(YOUR TASK) Copy out each line of the data that includes the string "edges".

(SUPPLIED INFORMATION)
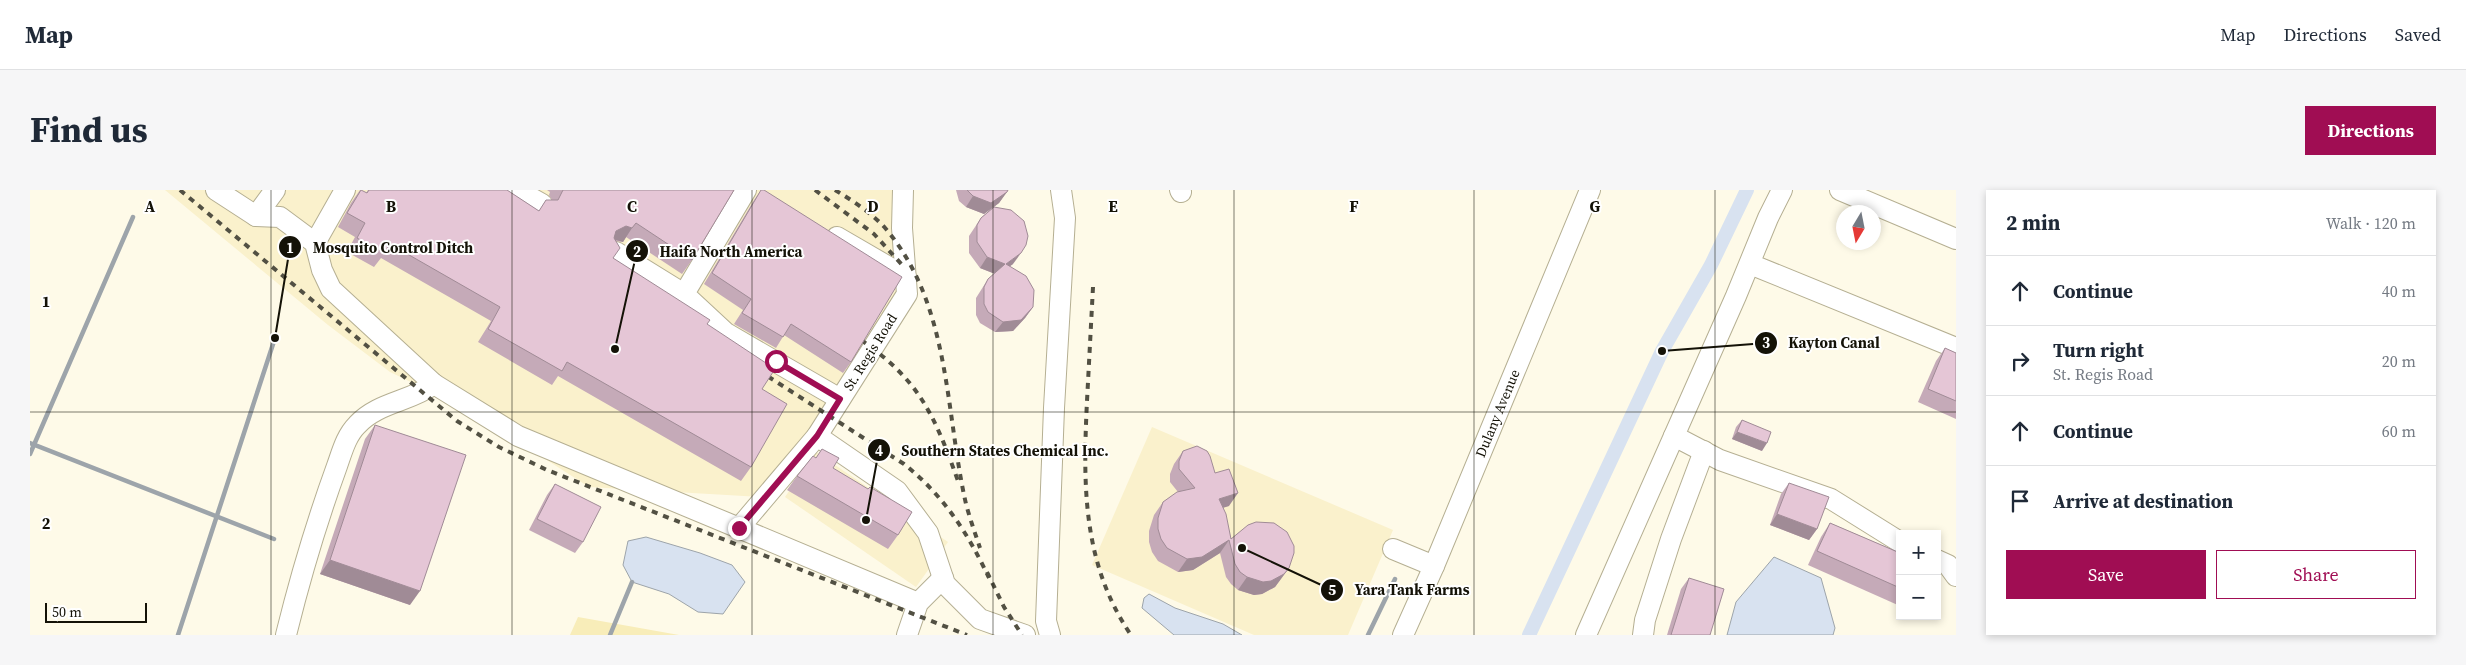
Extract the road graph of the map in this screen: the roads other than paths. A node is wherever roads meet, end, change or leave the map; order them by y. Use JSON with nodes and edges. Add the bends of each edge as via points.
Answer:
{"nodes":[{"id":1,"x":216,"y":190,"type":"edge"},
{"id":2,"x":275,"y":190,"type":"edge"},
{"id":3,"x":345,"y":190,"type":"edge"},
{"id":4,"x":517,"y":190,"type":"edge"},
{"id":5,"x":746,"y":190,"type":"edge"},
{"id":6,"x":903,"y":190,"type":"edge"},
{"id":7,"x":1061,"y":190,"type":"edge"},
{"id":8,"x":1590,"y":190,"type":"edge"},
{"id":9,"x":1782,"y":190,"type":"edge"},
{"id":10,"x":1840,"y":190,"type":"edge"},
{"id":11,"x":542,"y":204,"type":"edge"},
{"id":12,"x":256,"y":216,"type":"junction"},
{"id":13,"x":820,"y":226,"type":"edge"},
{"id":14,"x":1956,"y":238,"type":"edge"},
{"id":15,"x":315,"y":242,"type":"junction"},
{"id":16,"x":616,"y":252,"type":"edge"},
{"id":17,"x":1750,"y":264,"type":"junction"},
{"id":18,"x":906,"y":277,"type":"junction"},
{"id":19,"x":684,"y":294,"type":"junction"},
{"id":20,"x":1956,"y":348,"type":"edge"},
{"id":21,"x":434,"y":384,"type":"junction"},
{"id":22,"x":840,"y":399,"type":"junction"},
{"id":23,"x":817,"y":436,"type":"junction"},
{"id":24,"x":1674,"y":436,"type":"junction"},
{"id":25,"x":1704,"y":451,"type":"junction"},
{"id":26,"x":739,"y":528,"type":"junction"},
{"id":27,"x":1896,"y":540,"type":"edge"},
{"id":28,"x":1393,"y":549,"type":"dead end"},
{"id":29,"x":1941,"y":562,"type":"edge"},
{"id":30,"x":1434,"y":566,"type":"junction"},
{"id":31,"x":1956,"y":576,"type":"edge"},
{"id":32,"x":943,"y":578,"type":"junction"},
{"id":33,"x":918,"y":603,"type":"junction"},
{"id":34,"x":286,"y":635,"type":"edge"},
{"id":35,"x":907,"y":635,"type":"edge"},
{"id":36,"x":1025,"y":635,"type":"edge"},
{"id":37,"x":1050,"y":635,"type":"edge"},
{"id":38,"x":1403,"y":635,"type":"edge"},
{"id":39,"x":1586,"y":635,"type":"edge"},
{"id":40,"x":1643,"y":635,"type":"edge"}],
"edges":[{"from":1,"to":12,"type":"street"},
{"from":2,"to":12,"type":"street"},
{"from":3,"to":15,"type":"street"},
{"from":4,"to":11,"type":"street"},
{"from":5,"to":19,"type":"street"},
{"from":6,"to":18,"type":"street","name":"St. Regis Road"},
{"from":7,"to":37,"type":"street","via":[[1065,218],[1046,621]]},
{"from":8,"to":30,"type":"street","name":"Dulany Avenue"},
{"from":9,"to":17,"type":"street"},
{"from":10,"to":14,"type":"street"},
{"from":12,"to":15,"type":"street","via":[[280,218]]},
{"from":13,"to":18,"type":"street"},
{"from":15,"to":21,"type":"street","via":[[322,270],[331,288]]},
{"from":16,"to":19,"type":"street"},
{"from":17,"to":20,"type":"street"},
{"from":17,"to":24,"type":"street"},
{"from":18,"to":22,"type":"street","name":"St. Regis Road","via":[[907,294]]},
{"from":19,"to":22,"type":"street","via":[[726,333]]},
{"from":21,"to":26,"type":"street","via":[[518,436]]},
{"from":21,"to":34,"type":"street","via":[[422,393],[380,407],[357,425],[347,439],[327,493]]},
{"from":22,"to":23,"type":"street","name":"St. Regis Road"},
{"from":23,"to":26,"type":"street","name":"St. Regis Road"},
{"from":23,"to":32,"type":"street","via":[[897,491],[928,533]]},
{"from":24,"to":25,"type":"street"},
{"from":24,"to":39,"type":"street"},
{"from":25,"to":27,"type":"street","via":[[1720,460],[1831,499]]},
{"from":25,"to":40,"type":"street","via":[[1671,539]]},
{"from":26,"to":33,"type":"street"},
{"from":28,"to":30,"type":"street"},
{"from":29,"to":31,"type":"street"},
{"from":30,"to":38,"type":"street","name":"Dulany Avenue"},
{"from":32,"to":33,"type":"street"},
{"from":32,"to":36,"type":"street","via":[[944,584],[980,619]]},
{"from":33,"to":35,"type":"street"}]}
...
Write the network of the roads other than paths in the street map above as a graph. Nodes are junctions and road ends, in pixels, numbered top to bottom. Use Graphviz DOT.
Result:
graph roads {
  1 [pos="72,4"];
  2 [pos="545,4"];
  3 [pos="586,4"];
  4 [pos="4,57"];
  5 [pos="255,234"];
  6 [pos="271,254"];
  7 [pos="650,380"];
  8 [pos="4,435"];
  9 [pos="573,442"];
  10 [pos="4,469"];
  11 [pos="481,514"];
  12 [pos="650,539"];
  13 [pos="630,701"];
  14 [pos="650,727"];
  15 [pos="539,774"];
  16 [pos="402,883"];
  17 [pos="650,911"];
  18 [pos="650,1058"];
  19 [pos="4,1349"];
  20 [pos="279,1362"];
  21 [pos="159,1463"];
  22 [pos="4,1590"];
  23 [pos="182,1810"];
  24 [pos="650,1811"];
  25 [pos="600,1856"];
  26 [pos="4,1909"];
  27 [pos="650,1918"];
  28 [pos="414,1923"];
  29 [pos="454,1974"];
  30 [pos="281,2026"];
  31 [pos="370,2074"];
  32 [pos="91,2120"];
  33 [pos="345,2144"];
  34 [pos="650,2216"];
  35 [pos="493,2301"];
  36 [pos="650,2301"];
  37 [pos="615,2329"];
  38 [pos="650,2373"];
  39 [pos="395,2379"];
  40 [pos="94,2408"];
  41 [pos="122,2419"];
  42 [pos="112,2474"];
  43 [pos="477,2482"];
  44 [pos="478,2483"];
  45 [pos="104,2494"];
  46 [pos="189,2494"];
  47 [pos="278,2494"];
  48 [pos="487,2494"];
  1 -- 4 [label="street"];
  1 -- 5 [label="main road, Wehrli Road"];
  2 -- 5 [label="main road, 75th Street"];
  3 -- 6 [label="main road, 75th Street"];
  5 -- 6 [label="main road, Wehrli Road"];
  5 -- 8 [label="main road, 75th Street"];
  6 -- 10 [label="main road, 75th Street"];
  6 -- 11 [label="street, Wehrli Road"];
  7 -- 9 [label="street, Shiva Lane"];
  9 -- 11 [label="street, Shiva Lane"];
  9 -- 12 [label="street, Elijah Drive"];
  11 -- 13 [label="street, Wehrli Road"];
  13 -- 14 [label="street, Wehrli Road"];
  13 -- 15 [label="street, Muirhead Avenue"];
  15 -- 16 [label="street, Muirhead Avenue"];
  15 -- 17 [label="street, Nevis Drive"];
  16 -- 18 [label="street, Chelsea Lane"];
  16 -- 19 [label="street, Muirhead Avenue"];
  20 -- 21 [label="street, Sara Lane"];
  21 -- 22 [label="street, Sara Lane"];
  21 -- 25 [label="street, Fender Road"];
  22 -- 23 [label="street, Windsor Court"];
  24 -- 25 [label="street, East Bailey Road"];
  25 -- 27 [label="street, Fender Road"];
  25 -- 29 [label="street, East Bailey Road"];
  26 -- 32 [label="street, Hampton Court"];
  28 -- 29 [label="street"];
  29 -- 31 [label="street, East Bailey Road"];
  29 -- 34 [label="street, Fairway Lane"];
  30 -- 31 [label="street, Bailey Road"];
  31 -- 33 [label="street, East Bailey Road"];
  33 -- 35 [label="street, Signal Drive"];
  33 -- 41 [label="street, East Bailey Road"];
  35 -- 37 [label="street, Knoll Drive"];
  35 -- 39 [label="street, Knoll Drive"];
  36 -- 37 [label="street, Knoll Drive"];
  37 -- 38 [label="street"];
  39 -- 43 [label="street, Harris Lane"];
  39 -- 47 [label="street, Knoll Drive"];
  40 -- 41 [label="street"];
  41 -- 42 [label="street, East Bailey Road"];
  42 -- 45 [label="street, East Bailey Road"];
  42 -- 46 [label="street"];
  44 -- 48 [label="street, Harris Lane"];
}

(REPLY)
Extract the road graph of the map in this screen: the roads other than paths. A node is wherever roads meet, end, change or leave the map; order them by y. Use JSON with nodes and edges. Add the bends of each edge as via points.
"edges":[{"from":1,"to":12,"type":"street"},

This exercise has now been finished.